Your remove-dup procedure is creating a pair at the else clause. Instead, it should create a list by recursively calling remove-dup and putting the result as the second element of the pair. I have cleaned up the procedure a bit:
(define (remove-dup lst)
(if (>= (length lst) 2)
(if (eq? (car lst) (cadr lst))
(cons (car lst) (remove-dup (cddr lst)))
(cons (car lst) (remove-dup (cdr lst))))
lst))
Tests:
> (remove-dup '(a b c))
(a b c)
> (remove-dup '(a a b c))
(a b c)
> (remove-dup '(a a b b c c))
(a b c)
Also see section 2.2 (Hierarchical Data and the Closure Property) in SICP.

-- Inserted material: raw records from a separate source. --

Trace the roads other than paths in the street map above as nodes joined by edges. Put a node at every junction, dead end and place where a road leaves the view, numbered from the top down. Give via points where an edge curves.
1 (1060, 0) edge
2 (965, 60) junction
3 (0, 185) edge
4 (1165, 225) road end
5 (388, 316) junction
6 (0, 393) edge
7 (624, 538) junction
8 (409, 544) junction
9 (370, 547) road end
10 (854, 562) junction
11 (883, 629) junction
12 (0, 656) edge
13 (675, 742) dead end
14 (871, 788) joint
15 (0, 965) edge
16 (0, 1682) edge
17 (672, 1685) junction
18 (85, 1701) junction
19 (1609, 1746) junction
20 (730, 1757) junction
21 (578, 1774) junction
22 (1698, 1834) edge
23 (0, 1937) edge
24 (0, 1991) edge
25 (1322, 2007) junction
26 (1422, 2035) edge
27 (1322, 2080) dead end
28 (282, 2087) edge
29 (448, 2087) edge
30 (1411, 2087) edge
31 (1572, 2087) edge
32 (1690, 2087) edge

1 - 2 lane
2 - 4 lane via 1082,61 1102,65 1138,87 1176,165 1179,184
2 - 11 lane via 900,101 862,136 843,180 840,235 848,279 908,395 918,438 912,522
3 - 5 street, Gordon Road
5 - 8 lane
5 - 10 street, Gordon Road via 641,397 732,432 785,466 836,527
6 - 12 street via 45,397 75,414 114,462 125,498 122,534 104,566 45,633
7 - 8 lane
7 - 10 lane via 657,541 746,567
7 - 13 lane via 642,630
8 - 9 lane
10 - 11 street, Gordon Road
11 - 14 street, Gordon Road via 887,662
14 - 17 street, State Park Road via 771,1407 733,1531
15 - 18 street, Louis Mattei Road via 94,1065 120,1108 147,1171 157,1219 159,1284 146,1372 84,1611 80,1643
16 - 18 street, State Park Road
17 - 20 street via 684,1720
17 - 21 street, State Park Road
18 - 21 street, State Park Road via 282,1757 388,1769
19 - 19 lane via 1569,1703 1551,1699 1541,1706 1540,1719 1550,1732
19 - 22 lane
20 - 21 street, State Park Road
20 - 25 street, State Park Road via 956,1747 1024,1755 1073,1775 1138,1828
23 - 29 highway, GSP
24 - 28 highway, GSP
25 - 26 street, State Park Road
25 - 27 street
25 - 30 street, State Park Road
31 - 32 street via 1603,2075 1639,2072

For completeness, here is a version of remove-dup that removes all identical adjacent elements:
(define (remove-dup lst)
(if (>= (length lst) 2)
(let loop ((f (car lst)) (r (cdr lst)))
(cond ((and (not (null? r))(eq? f (car r)))
(loop f (cdr r)))
(else
(cons (car lst) (remove-dup r)))))
lst))
Here in pseudocode:
class Pair {
Object left,
Object right}.
function cons(Object left, Object right) {return new Pair(left, right)};
So,
1. cons('A,'B) => Pair('A,'B)
2. cons('A,NIL) => Pair('A,NIL)
3. cons(NIL,'A) => Pair(NIL,'A)
4. cons('A,cons('B,NIL)) => Pair('A, Pair('B,NIL))
5. cons(cons('A 'B),NIL)) => Pair(Pair('A,'B),NIL)
Let's see lefts and rights in all cases:
1. 'A and 'B are atoms, and whole Pair is not a list, so (const 'a 'b) gives (a . b) in scheme
2. NIL is an empty list and 'A is an atom, (cons 'a '()) gives list (a)
3. NIL and 'A as above, but as left is list(!), (cons '() 'a) gives pair (() . a)
4. Easy case, we have proper list here (a b).
5. Proper list, head is pair (a . b), tail is empty.
Hope, you got the idea.
Regarding your function. You working on LIST but construct PAIRS.
Lists are pairs (of pairs), but not all pairs are lists! To be list pair have to have NIL as tail.
(a b) pair & list
(a . b) pair not list
Despite cons, your function has errors, it just don't work on '(a b a a c c d). As this is not related to your question, I will not post fix for this here.